With the RiverHawks new ballpark soon to go up in that area, that could become a hot-spot for Rockford sports. Smith says the Hogs are simply exploring other options just in case things fall through with the MetroCentre.
All of this puts more pressure on the MetroCentre, which is already struggling financially. Can it afford to lose a key tenant that takes up 38 dates a season?
The local daily said the IceHogs might join forces with the Rockford Park District to build a new arena in Loves Park. Smith said the IceHogs began developing plans to vacate the MetroCentre a year ago. The effort intensified when financial problems threatened to close the downtown arena, and the Rockford City Council had to back a $700,000 loan.

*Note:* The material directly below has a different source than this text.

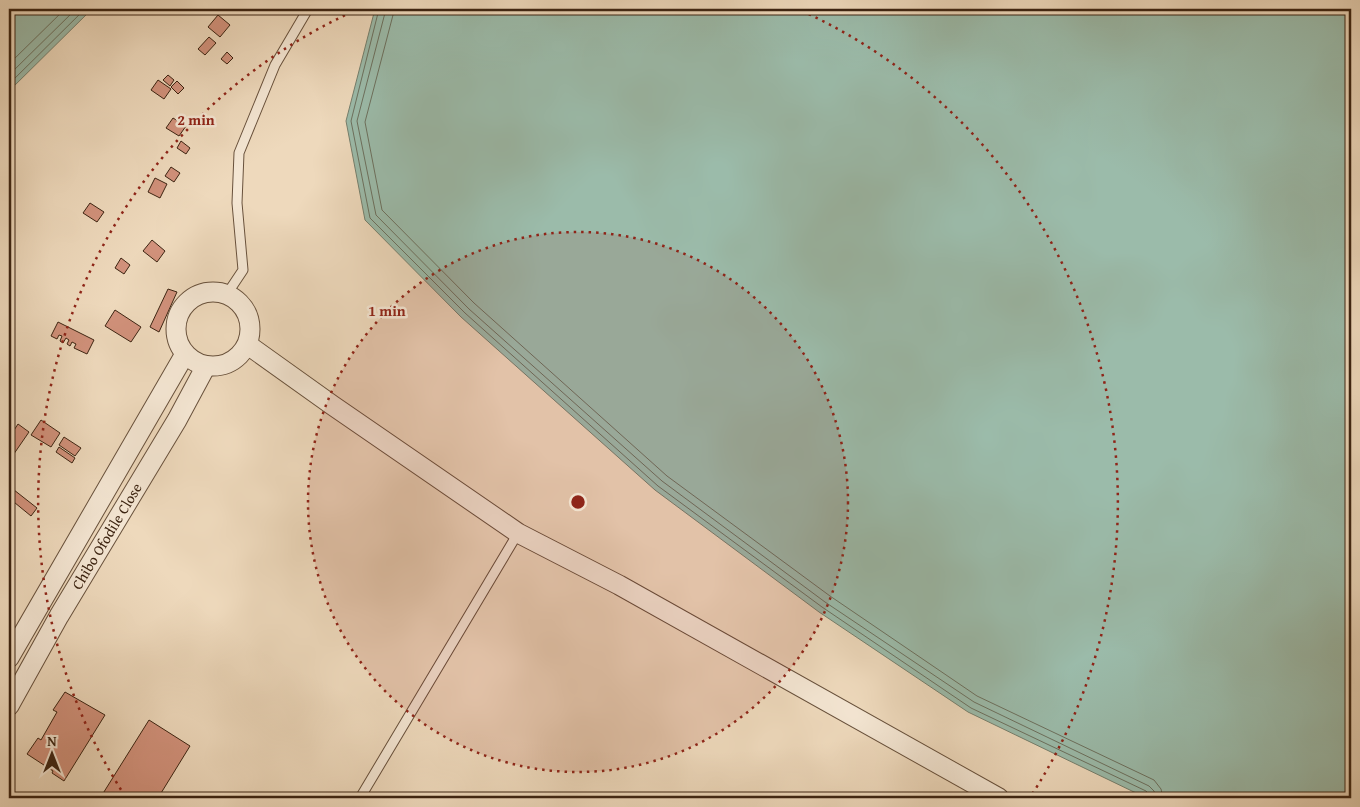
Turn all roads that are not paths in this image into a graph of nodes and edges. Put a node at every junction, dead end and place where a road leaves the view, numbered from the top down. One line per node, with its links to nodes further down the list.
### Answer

Smith said team owners approached municipal leaders about constructing a new ice rink at the vacant Reed-Chatwood industrial site south of downtown, which the council purchased two years ago for $775,000.

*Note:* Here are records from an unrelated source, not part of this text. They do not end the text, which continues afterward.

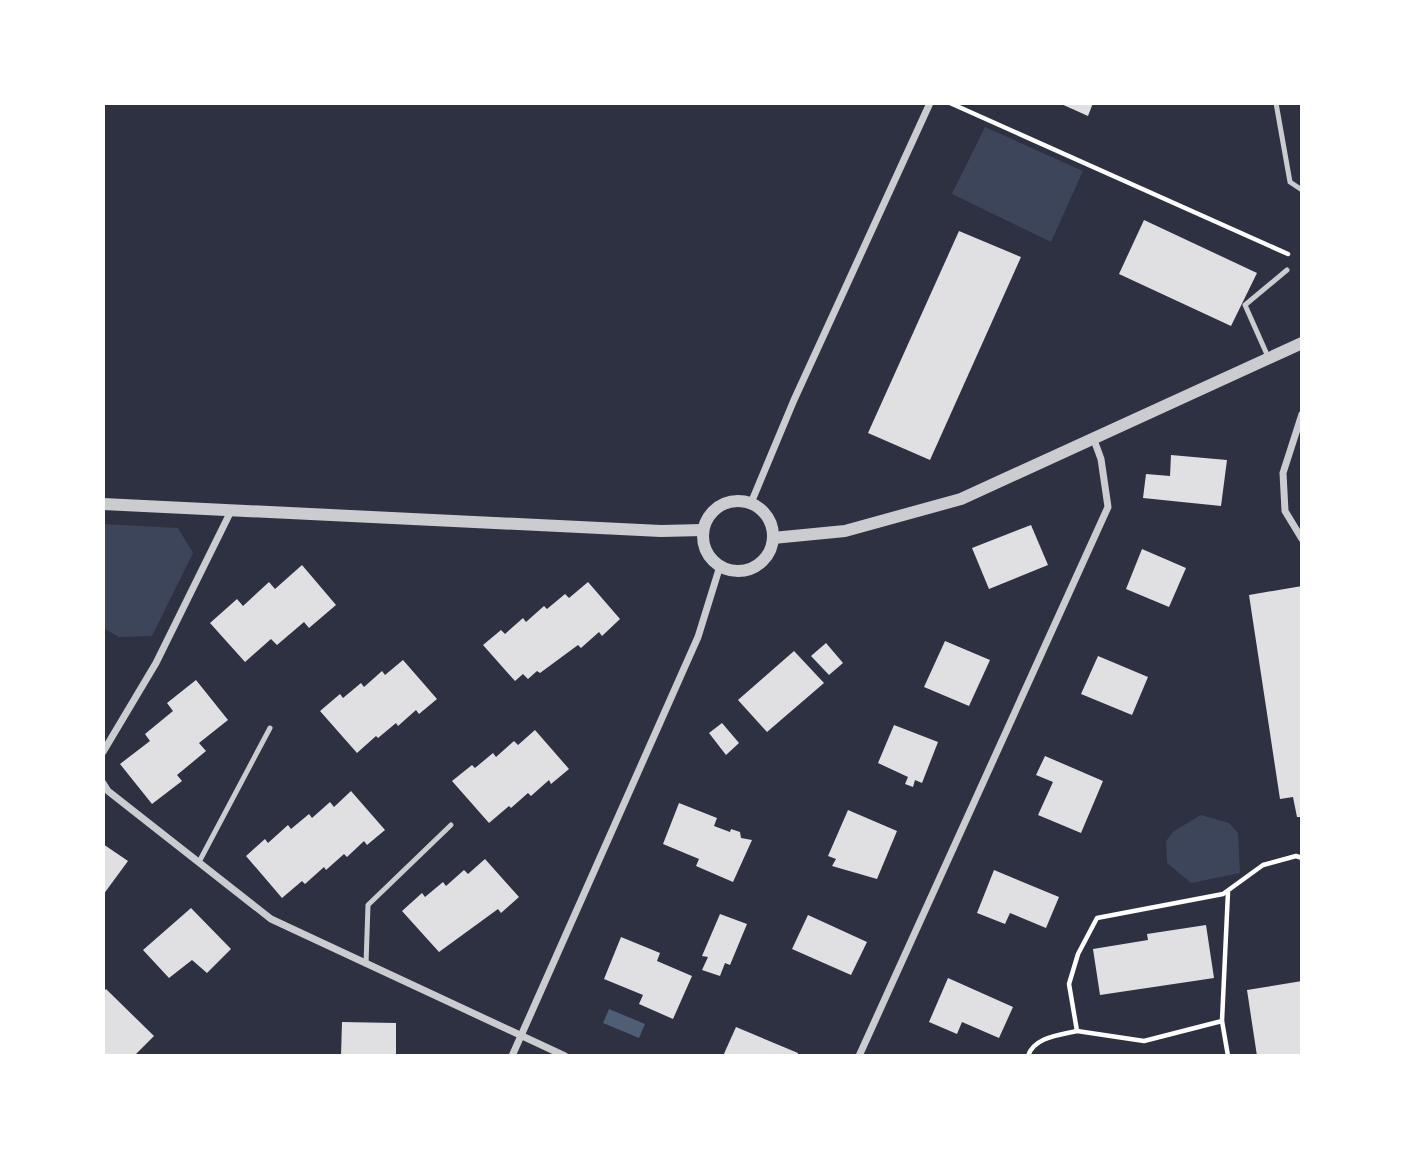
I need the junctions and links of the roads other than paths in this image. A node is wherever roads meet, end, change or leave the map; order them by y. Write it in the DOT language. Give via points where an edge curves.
graph roads {
  1 [pos="930,103"];
  2 [pos="1276,103"];
  3 [pos="1302,190"];
  4 [pos="1287,270"];
  5 [pos="1302,343"];
  6 [pos="1269,359"];
  7 [pos="1302,414"];
  8 [pos="1094,440"];
  9 [pos="751,503"];
  10 [pos="103,504"];
  11 [pos="231,511"];
  12 [pos="703,530"];
  13 [pos="773,538"];
  14 [pos="1302,539"];
  15 [pos="720,566"];
  16 [pos="270,728"];
  17 [pos="103,752"];
  18 [pos="103,783"];
  19 [pos="452,825"];
  20 [pos="199,862"];
  21 [pos="366,964"];
  22 [pos="520,1036"];
  23 [pos="512,1056"];
  24 [pos="565,1056"];
  25 [pos="859,1056"];
  1 -- 9 [label="street" via="793,400"];
  2 -- 3 [label="lane" via="1290,182"];
  4 -- 6 [label="lane" via="1245,305"];
  5 -- 6 [label="street"];
  6 -- 8 [label="street"];
  7 -- 14 [label="street" via="1283,473 1285,511"];
  8 -- 13 [label="street" via="961,499 845,531"];
  8 -- 25 [label="street" via="1108,507"];
  9 -- 12 [label="street" via="726,503 707,518"];
  9 -- 13 [label="street" via="770,522"];
  10 -- 11 [label="street"];
  11 -- 12 [label="street"];
  11 -- 17 [label="street" via="156,663"];
  12 -- 15 [label="street" via="706,550"];
  13 -- 15 [label="street" via="770,550 754,567 731,570"];
  15 -- 22 [label="street" via="698,638"];
  16 -- 20 [label="lane"];
  18 -- 20 [label="street"];
  19 -- 21 [label="lane" via="368,905"];
  20 -- 21 [label="street" via="271,919"];
  21 -- 22 [label="street"];
  22 -- 23 [label="street"];
  22 -- 24 [label="street"];
}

We came up with a concept that originally would have kept us in the downtown area, he was quoted by the local daily. We floated the idea and talked to several people, and that never got off the ground. When it became clear that option was not going to work, we began to explore other locations with a similar concept.
Smith declined to say if he dealt with Scott, and Scott didnt return telephone calls to Rockford City Hall.
Tri-Vision Sports Co., owned by Smith, McIlroy, Tim McParlan and Tumilowicz, would borrow money to pay for construction. Smith wouldnt give a cost estimate. TriVision owns the IceHogs.
Smith said the park district would lease at no charge 80 acres adjacent to Sportscore II and Indoor Sports Center on Paulson Road in Loves Park. In return, the park district would receive half of the arenas earnings.
The 7,200-seat ice arena would come first, but concept drawings Smith released Thursday also call for development of hotels, a small convention center, possible YMCA satellite and a public school.
Executive Director Webbs Norman said the park district has taken a cautious approach so far. Norman said he has discussed the proposal with Smith in the interest of exploring creative ways to increase park revenue after the failure in April of a referendum to raise property taxes. But Norman said he doesnt want people to think the park district is out to destroy downtown, so he asked Smith to exhaust options with the MetroCentre before park officials become more involved.
Essentially, what I said is that before we would bring the issue to our park board table, wed require they have open and public discussions with the MetroCentre, he was quoted by the local daily. Weve not been involved in nurturing any part of this.
Marinelli Field on Rockfords south side is owned by the tax-supported park district.
The new RiverHawk baseball stadium project requires Loves Park to issue bonds, but Mayor Darryl Lindberg said the City with a Heart has no plans to help finance the IceHogs venture, reported the local daily.
I dont know what the discussions with the MetroCentre are, he said. But if there was a new facility, wed love to have them. I certainly dont want to see them leave the Rockford area.
MetroCentre officials noted the facility has spent $1.4 million on improvements for the IceHogs, including a new playing surface. When Smiths group purchased the team in 2002, the MetroCentre made $100,000 in fee concessions to help pull the deal together.
Neither WTVO nor the local daily talked about the current financial arrangements for the IceHogs at the MetroCentre or the RiverHawks at Marinelli. Do they pay rent? Whats the concession deal? If at all, how much are they subsidized by taxpayers each season?
The Rockford Lightning, the other regular MetroCentre tenant, this year is playing some home games at the new NIU Convocation Center in DeKalb because of scheduling programs at the MetroCentre. Whats their MetroCentre deal?
And why do city-owned properties in the downtown area (like the old Ingersoll Building and Reed-Chatwood industrial site) just languish when they could be improved as exhibition halls to free up more dates at the MetroCentre?